Hey all --
I recently found myself needing to check for pairwise property consistency
across a sequence of elements, similar in spirit to inequality checking (in
this case, date comparisons using clj-time *t/before?*). What I wanted was
to do something like:
(if (t/before? date-a date-b date-c date-d)
; elided
)
...which is symmetric to the idiomatic usage of the inequality functions in
clojure core (*=*, *>* and friends). Unfortunately, *t/before?* does not
support variadic invocation, and after reading the source behind each of
those functions, I discovered that they implement their own variadic
overloads ad hoc, and there doesn't appear to be (at least I haven't yet
discovered) a way to generalize pairwise property assertion over an
arbitrarily large sequence of things.
I would previously have solved this like:
(reduce (fn [_ [x y]]
(if (t/before? x y)
true
(reduced false))) true
(partition 2 1 [(t/local-date 2015 1 1) (t/local-date 2015 2 1)
(t/local-date 2015 3 1)]))
;-> true
...or even...
(every? (fn [[x y]] (t/before? x y)) (partition 2 1 [(t/local-date 2015 1 1)
(t/local-date 2015 2 1) (t/local-date 2015 3 1)]))
...which is sort of cumbersome and occludes my intent. I ended up writing a
function to address this problem generally, and thought it might be useful
to others (and possibly worth including in clojure). Here it is:
(defn pairwise?
"Returns true if every sequential pair satisfies pred; false otherwise."
{:inline (fn [pred x y] `(~pred ~x ~y))
:inline-arities #{3}}
([_ _] true)
([pred x y] (pred x y))
([pred x y & more]
(if (pairwise? pred x y)
(if (next more)
(recur pred y (first more) (next more))
(pairwise? pred y (first more)))
false)))
...and the test cases:
(deftest pairwise?
(testing "Idiomatic cases"
(is (pairwise? > 3 2 1 0))
(is (pairwise? t/after? (t/local-date 2015 3 1) (t/local-date 2015 2 1)
(t/local-date 2015 1 1)))
(is (pairwise? #(= %1 (* -1 %2)) -1 1 -1 1))
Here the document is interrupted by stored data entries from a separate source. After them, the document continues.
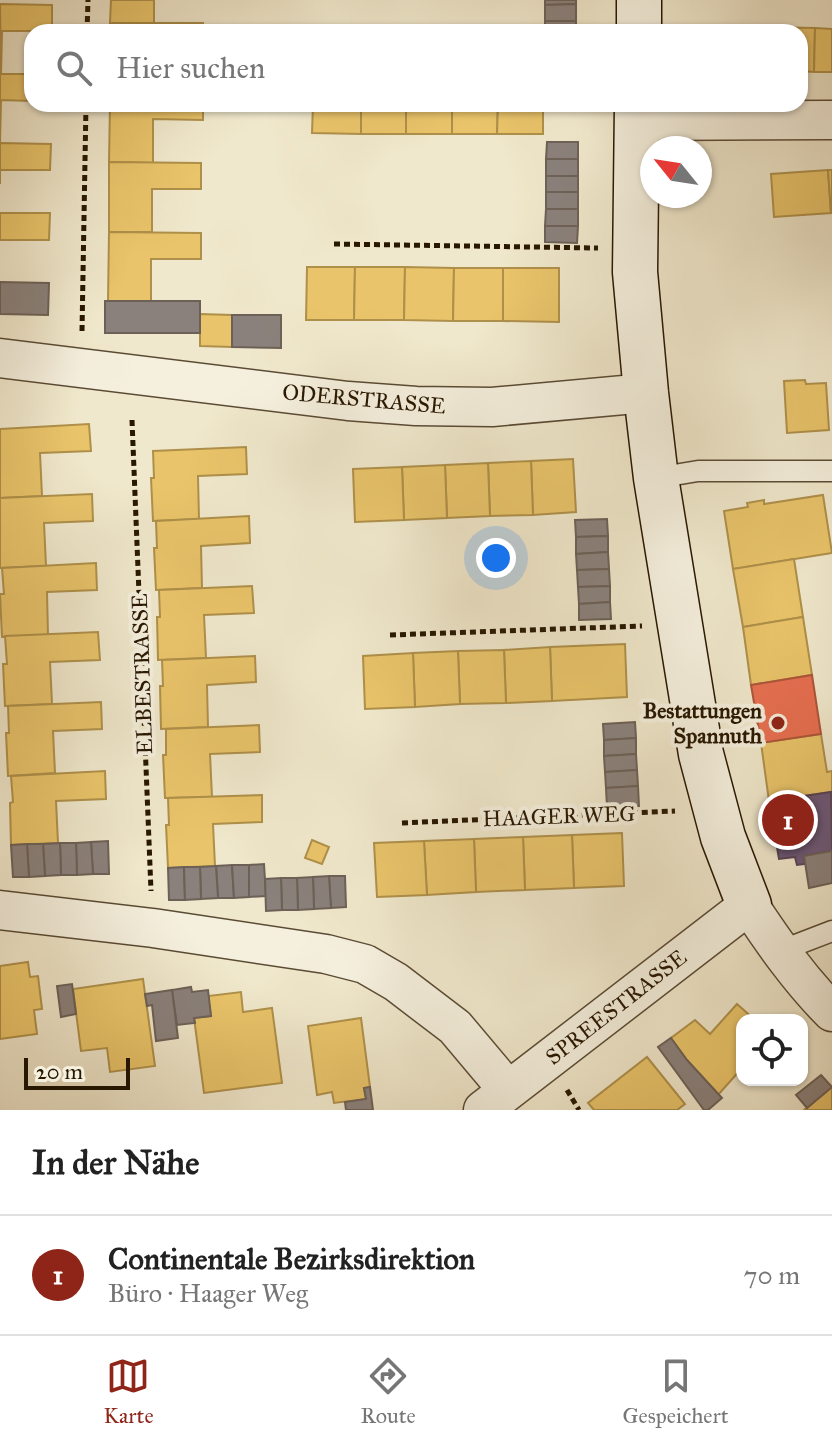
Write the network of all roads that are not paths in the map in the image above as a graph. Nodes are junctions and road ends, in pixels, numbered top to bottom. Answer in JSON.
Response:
{"nodes":[{"id":1,"x":639,"y":0,"type":"edge"},
{"id":2,"x":639,"y":24,"type":"edge"},
{"id":3,"x":637,"y":113,"type":"edge"},
{"id":4,"x":832,"y":120,"type":"edge"},
{"id":5,"x":0,"y":358,"type":"edge"},
{"id":6,"x":646,"y":393,"type":"junction"},
{"id":7,"x":832,"y":471,"type":"edge"},
{"id":8,"x":656,"y":478,"type":"junction"},
{"id":9,"x":749,"y":905,"type":"junction"},
{"id":10,"x":0,"y":910,"type":"edge"},
{"id":11,"x":832,"y":931,"type":"edge"},
{"id":12,"x":780,"y":951,"type":"junction"},
{"id":13,"x":832,"y":1012,"type":"edge"},
{"id":14,"x":496,"y":1100,"type":"edge"}],
"edges":[{"from":1,"to":2,"type":"street"},
{"from":3,"to":4,"type":"street"},
{"from":3,"to":6,"type":"street"},
{"from":5,"to":6,"type":"street","name":"ODERSTRASSE"},
{"from":6,"to":8,"type":"street"},
{"from":7,"to":8,"type":"lane"},
{"from":8,"to":9,"type":"street"},
{"from":9,"to":12,"type":"street"},
{"from":9,"to":14,"type":"street","name":"SPREESTRASSE"},
{"from":10,"to":14,"type":"street"},
{"from":11,"to":12,"type":"lane"},
{"from":12,"to":13,"type":"street"}]}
(is (not (pairwise? = 1 1 1 2 1))))
(testing "Short circuits on false"
(is (not (apply pairwise? = (concat [2 2] (repeat 1)))))))
It accepts as its first argument any binary predicate, and applies it to a
splat until the predicate returns false. The keen eye will notice it looks
very similar to the variadic overload of *>*, which is what I used for
reference. This means you can now do things like:
(pairwise? t/before? (t/local-date 2015 1 1) (t/local-date 2015 2 1)
(t/local-date 2015 3 1))
;-> true
...even though *t/after?* only supports a dyadic form. This also works
nicely with apply to run against seqs:
(apply pairwise? t/before? [(t/local-date 2015 1 1) (t/local-date 2015 2 1)
(t/local-date 2015 3 1)])
;-> true
Or, for properties that aren't necessarily correlated to ordering:
(pairwise? #(= %1 (* -1 %2)) -1 1 -1 1)
;-> true
Which of course works for the inequality operators (although they obviously
support this natively):
(pairwise? > 3 2 1 0)
;-> true
As i said, I was unable to find anything in clojure core similar to
*pairwise?*, although admittedly I've only been using clojure in anger now
for around 4 months, so if I'm overlooking an in-built capability, please
set me straight.
Thoughts/suggestions/amendments/corrections welcome and appreciated!